One explanation is that IDC specifically includes a large expected growth in SaaS management software, in addition to SaaS application software. The reason is the technology –specifically network technology is now ready for SaaS delivered functionality like remote monitoring and remote configuration management. This is significant because unlike you may expect, the market for “management software” is actually bigger than the market for “application software.” About 10 years ago, incidentally about the same time I moved jobs from ERP to system software, the cost of IT management surpassed the cost of IT applications. So there is a clearly a reason why everyone is so enthusiastic about cloud computing (running this stuff yourself is simply too expensive).
But back to the numbers (working for a software vendor you can understand why we have some interest in these). If SaaS revenue indeed exceeds traditional software within a few years, would that be relevant? Well, not really, because what makes up a SaaS fee is different from a traditional software fee. SaaS includes hosting (hardware), network, backup, new releases, support, change management etc. Software costs may actually be only 10 to 20% of the total. Ideally we should compare SaaS costs with the TCO (Total Cost of Ownership) of applications. This would be a good idea, if people actually knew the TCO of their applications. But that is another topic all together.

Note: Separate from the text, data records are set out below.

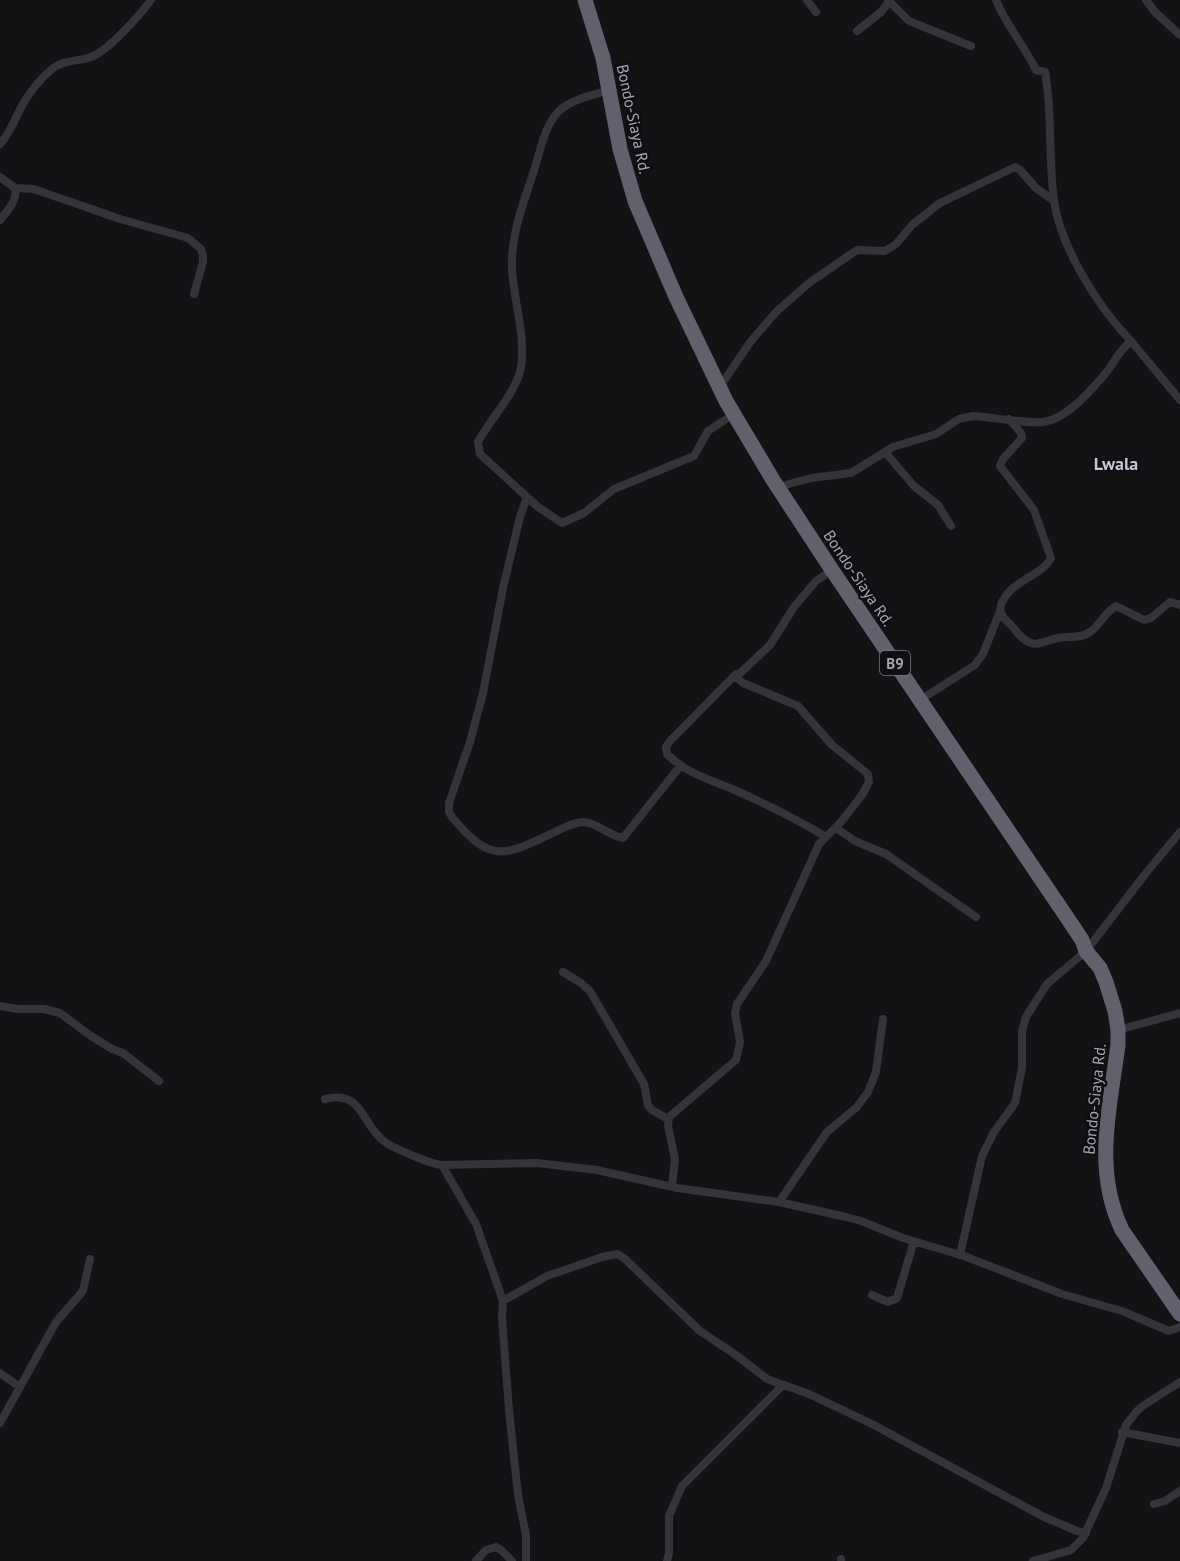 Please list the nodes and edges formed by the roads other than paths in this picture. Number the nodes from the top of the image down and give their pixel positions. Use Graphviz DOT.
graph roads {
  1 [pos="151,0"];
  2 [pos="585,0"];
  3 [pos="807,0"];
  4 [pos="996,0"];
  5 [pos="1146,0"];
  6 [pos="889,1"];
  7 [pos="816,12"];
  8 [pos="857,31"];
  9 [pos="1180,35"];
  10 [pos="971,46"];
  11 [pos="609,90"];
  12 [pos="0,144"];
  13 [pos="0,177"];
  14 [pos="15,188"];
  15 [pos="1054,201"];
  16 [pos="0,220"];
  17 [pos="194,294"];
  18 [pos="1131,341"];
  19 [pos="719,388"];
  20 [pos="1180,400"];
  21 [pos="734,414"];
  22 [pos="1009,419"];
  23 [pos="885,452"];
  24 [pos="778,487"];
  25 [pos="527,497"];
  26 [pos="951,526"];
  27 [pos="832,570"];
  28 [pos="1180,605"];
  29 [pos="1000,611"];
  30 [pos="736,674"];
  31 [pos="920,700"];
  32 [pos="681,765"];
  33 [pos="836,828"];
  34 [pos="1180,832"];
  35 [pos="826,837"];
  36 [pos="976,917"];
  37 [pos="1086,951"];
  38 [pos="563,972"];
  39 [pos="0,1006"];
  40 [pos="1180,1013"];
  41 [pos="883,1019"];
  42 [pos="1118,1030"];
  43 [pos="159,1081"];
  44 [pos="325,1099"];
  45 [pos="668,1119"];
  46 [pos="442,1165"];
  47 [pos="672,1186"];
  48 [pos="779,1202"];
  49 [pos="914,1241"];
  50 [pos="960,1255"];
  51 [pos="90,1259"];
  52 [pos="873,1295"];
  53 [pos="503,1301"];
  54 [pos="1180,1314"];
  55 [pos="1180,1327"];
  56 [pos="0,1373"];
  57 [pos="1180,1382"];
  58 [pos="783,1385"];
  59 [pos="20,1387"];
  60 [pos="0,1423"];
  61 [pos="1122,1432"];
  62 [pos="1180,1443"];
  63 [pos="1180,1491"];
  64 [pos="1154,1504"];
  65 [pos="1086,1533"];
  66 [pos="476,1561"];
  67 [pos="512,1561"];
  68 [pos="526,1561"];
  69 [pos="667,1561"];
  70 [pos="1033,1561"];
  1 -- 12 [label="street"];
  2 -- 11 [label="highway, Bondo-Siaya Rd. / B9"];
  3 -- 7 [label="street"];
  4 -- 15 [label="street"];
  5 -- 9 [label="street"];
  6 -- 8 [label="street"];
  6 -- 10 [label="street"];
  11 -- 19 [label="highway, Bondo-Siaya Rd. / B9"];
  11 -- 25 [label="street"];
  13 -- 14 [label="street"];
  14 -- 16 [label="street"];
  14 -- 17 [label="street"];
  15 -- 18 [label="street"];
  15 -- 19 [label="street"];
  18 -- 20 [label="street"];
  18 -- 22 [label="street"];
  19 -- 21 [label="highway, Bondo-Siaya Rd. / B9"];
  21 -- 24 [label="highway, Bondo-Siaya Rd. / B9"];
  21 -- 25 [label="street"];
  22 -- 23 [label="street"];
  22 -- 29 [label="street"];
  23 -- 24 [label="street"];
  23 -- 26 [label="street"];
  24 -- 27 [label="highway, Bondo-Siaya Rd. / B9"];
  25 -- 32 [label="street"];
  27 -- 30 [label="street"];
  27 -- 31 [label="highway, Bondo-Siaya Rd. / B9"];
  28 -- 29 [label="street"];
  29 -- 31 [label="street"];
  30 -- 32 [label="street"];
  30 -- 33 [label="street"];
  31 -- 37 [label="highway, Bondo-Siaya Rd. / B9"];
  32 -- 35 [label="street"];
  33 -- 35 [label="street"];
  33 -- 36 [label="street"];
  34 -- 37 [label="street"];
  35 -- 45 [label="street"];
  37 -- 42 [label="highway, Bondo-Siaya Rd. / B9"];
  37 -- 50 [label="street"];
  38 -- 45 [label="street"];
  39 -- 43 [label="street"];
  40 -- 42 [label="street"];
  41 -- 48 [label="street"];
  42 -- 54 [label="highway, Bondo-Siaya Rd. / B9"];
  44 -- 46 [label="street"];
  45 -- 47 [label="street"];
  46 -- 47 [label="street"];
  46 -- 53 [label="street"];
  47 -- 48 [label="street"];
  48 -- 49 [label="street"];
  49 -- 50 [label="street"];
  49 -- 52 [label="street"];
  50 -- 55 [label="street"];
  51 -- 59 [label="street"];
  53 -- 58 [label="street"];
  53 -- 68 [label="street"];
  56 -- 59 [label="street"];
  57 -- 61 [label="street"];
  58 -- 65 [label="street"];
  58 -- 69 [label="street"];
  59 -- 60 [label="street"];
  61 -- 62 [label="street"];
  61 -- 65 [label="street"];
  63 -- 64 [label="street"];
  65 -- 70 [label="street"];
  66 -- 67 [label="street"];
}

What a difference a day makes!
When we look at the total cloud market the differences were even more astounding. Within a day of each other Gartner estimated the Cloud market to be $148 billion by 2014. This basically contradicts IDC, which just two days earlier estimated $55 billion in 2014. John Treadway highlights one reason why the Gartner numbers are so high in in his post “Why Gartner’s Cloud Numbers Don’t Add Up (Again!)”. He points out that Gartner includes Google AdWords advertising revenue in their cloud market numbers.
So, at the high level, these numbers do not add up. But that is not such a big issue because if you take a close look at individual markets, you see huge differences in SaaS adoption. For example, most customers now use SaaS solutions for Project and Portfolio Management (PPM), while still relying on on-premise solutions for PC configuration, anti-virus and ERP. While PC configuration was mainly held back by technical limitations, ERP suffered more from the traditional attitude of typical ERP buyers. As usual, the technical limitations around the first are likely to be resolved faster, than the user culture issues around ERP.

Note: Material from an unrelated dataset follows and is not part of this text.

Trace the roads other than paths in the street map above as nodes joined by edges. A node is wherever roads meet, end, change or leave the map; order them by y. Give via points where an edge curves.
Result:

In the end, trying to put a number on cloud adoption or the overall market opportunity for cloud can feel like we’re looking into a crystal ball. We can even say that the numbers are not of much help. Cloud is growing fast – on that point it seems industry analysts, vendors and end users all agree — but exactly how fast we will not know for sure until after it has happened. For many looking to rely on these numbers for strategic, operational or market planning, this may seem like an issue, but we should ask ourselves, is it really? Consider this: Two shoe salesmen flew into a third world country. After getting off the plane, both phoned their home offices. One said “I am coming back home, because nobody wears shoes here,” while the other salesman sent a telegram asking for more supplies and five colleagues to join him. He saw a huge market opportunity because nobody wears shoes there!). Same data, different conclusion.
It’s also wise to look at what we’re comparing. In the cloud market, it does not really matter whether cloud is bigger than traditional software (as we know it today) in 2014 or 2040. Instead, what does matter is that we’re focusing on investing more in functionality that does great things for the business rather than focusing on the gear that manages the plumbing.